To assess this important indicator of corporate culture we considered all aspects of teachers’ professional actions and corporate relations among them.
There were identified such important aspects as: the ability to effectively cooperate in compliance with the educational institution objectives; compliance of personal and coworkers’ professional requirements with the corporate standards; objective assessment of colleagues’ professional skills and their work, the ability of teachers to support the colleagues’ reputation and not to destroy it; teachers’ unity and mutual support in interaction with students, the ability to feel and share co-workers’ the feelings and emotions.
According to the information received we attempted to evaluate the efficiency of corporate culture in graduate students according to the value- motivational criterion. We also described this criterion in levels according respondents’ responses. The diagram is shown in Figure 2.
Analysis of the results presented makes us consider the fact that 27.2 % of respondents showed a low level of corporate culture according to the value-motivational criterion. This means that 25 % of teachers did not share the university values nor they adhere to them while pursuing personal careers; they do not appreciate the educational institution where they work.
In this case, the efforts of this group of teachers do not coincide with the efforts of the majority of teachers of educational institutions; they do not promote their actions and the university activities, its goals and objectives. This group of teachers can be called "destructive" to the university corporate culture and its values.
The group of teachers rated with the middle level makes 25.8%; these teachers do not share the university values either. They put up with the values suffering in the process and do not consider them meaningful.
Thus, the study proved that almost half of the faculty members are unable to actively support the corporate culture values in the higher educational setting.
The results demand more attentive attitude to corporate culture teaching to future university teachers during their master's program training. The earlier the future teachers comprehend and understood the importance of corporate rules, the more positive they will perceive university values, goals and objectives, the more effort they will put in the pursuing in their own careers.

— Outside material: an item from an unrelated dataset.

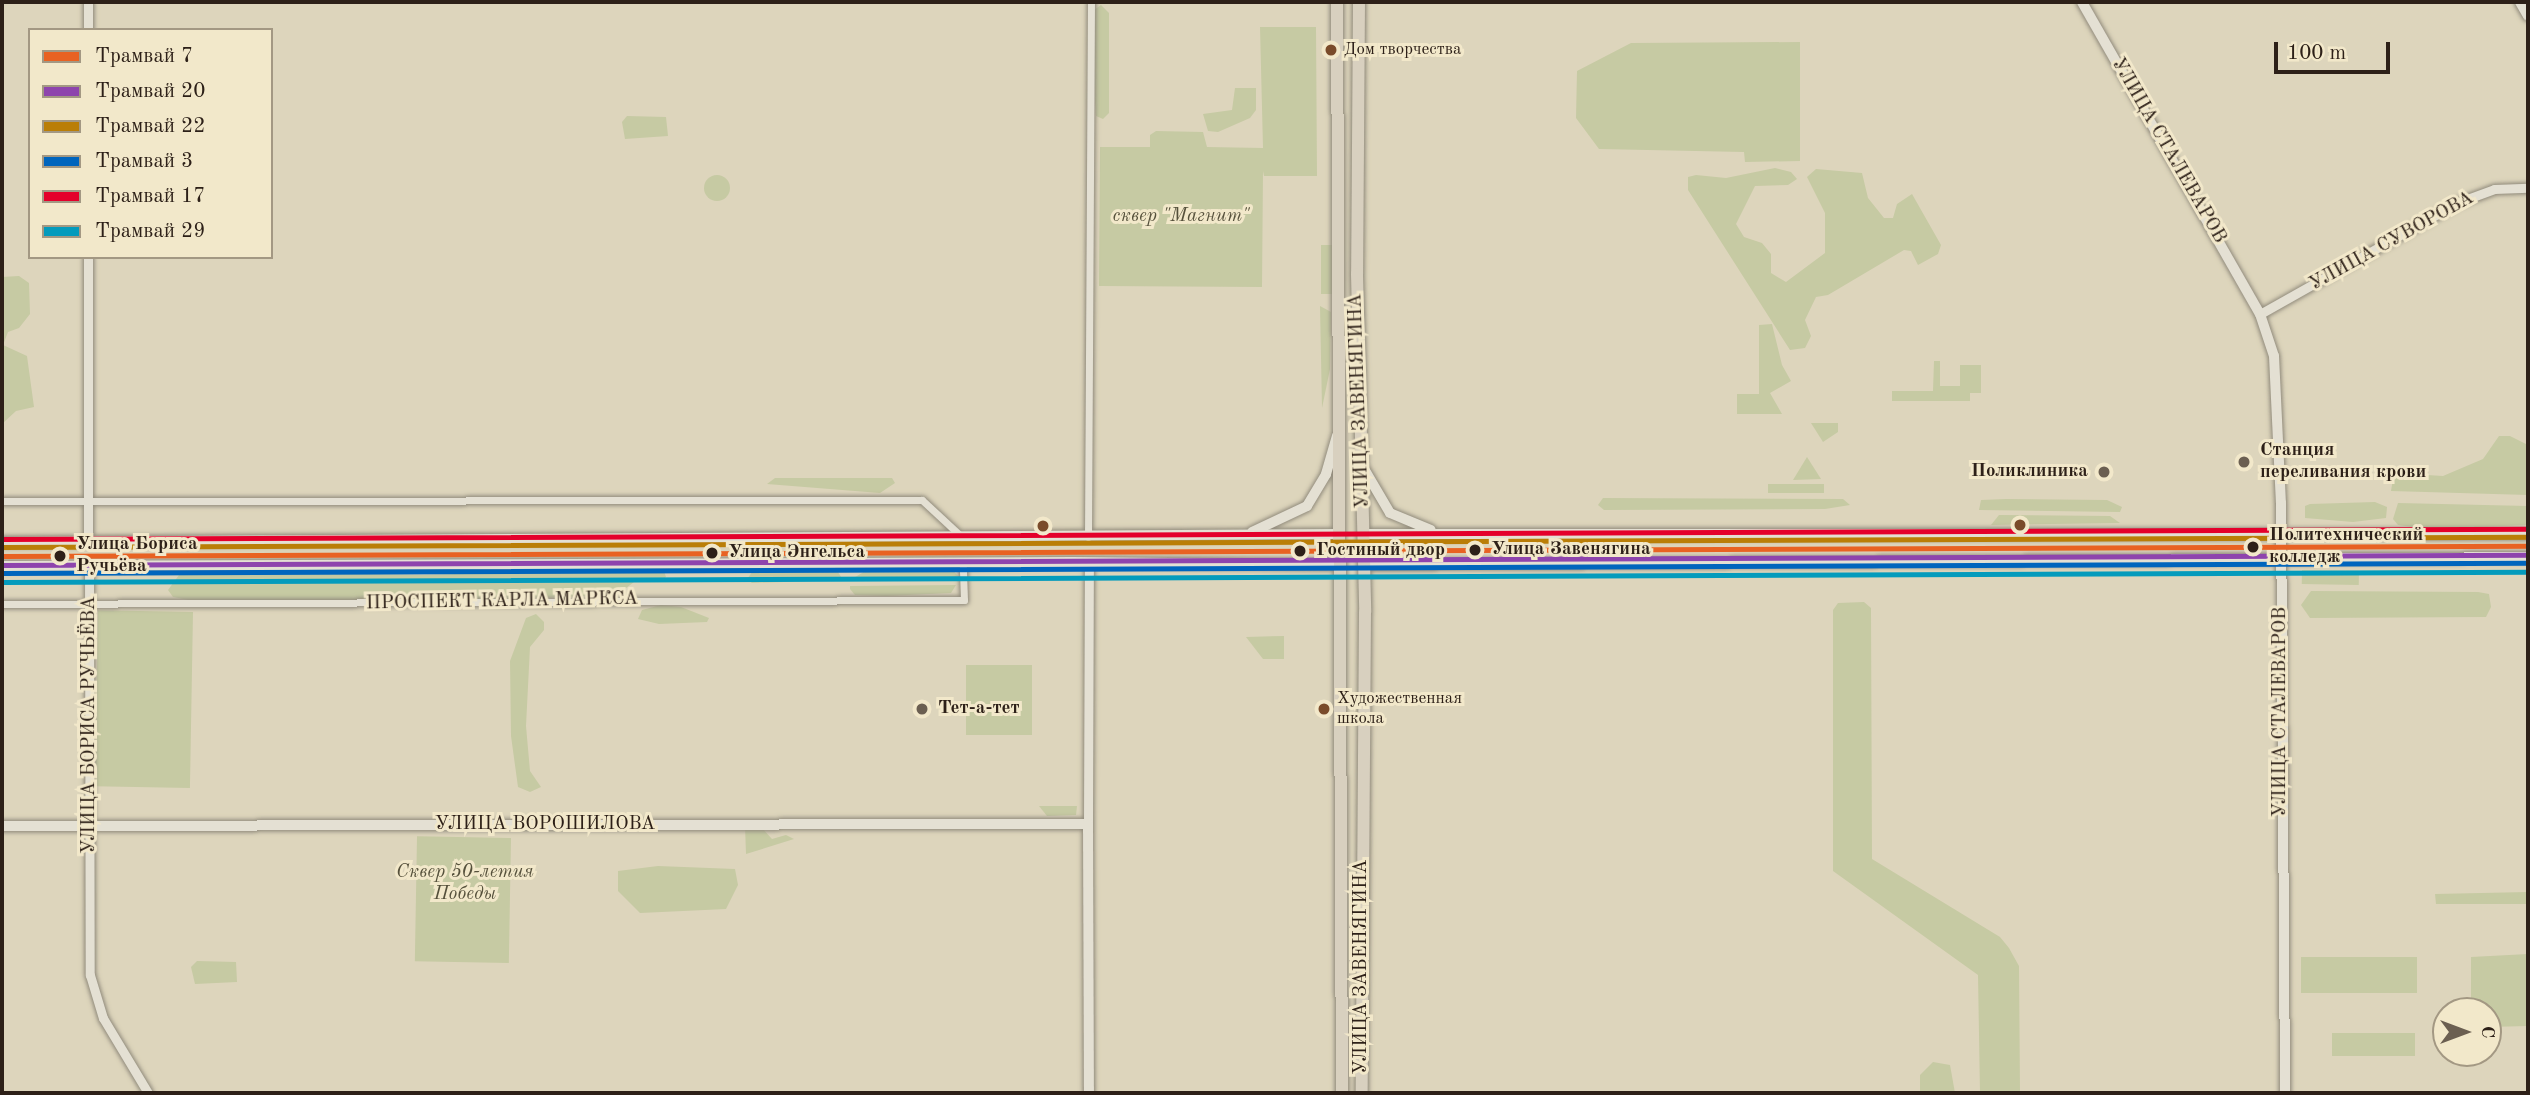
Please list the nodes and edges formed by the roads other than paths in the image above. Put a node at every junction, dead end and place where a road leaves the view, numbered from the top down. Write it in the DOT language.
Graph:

We offer to include the graduate course "Corporate Culture of a University Teacher" to improve training of future teachers. It will familiarize graduates with the idea of a university professional corporate culture, its components and indicators, its impact on the university effectiveness as well as the relationship between corporate culture of educational institutions and teacher’s corporate culture.
An important component is the procedural part of the proposed course. It should combine group work (teamwork) and individual work. The use of such techniques as a project study, workshops, games, methods of collective decision-making will improve the corporate culture of the future high school teachers. The creation of such programs and courses helps revise and transform the future teachers’ values. During these sessions it is important to exchange social roles of future teachers.
During the training of future university teachers provided by higher educational system, an important issue is to develop a corporate culture in the course of master’s program training. The quality of its formation is determined by the value-motivational criterion that shows how values, goals and objectives of the university are understood and shared by future university teachers. The results of the study confirmed the hypothesis that there exists interdependent relationship between university corporate culture and university teacher’s corporate culture at the level of the value-motivational criterion.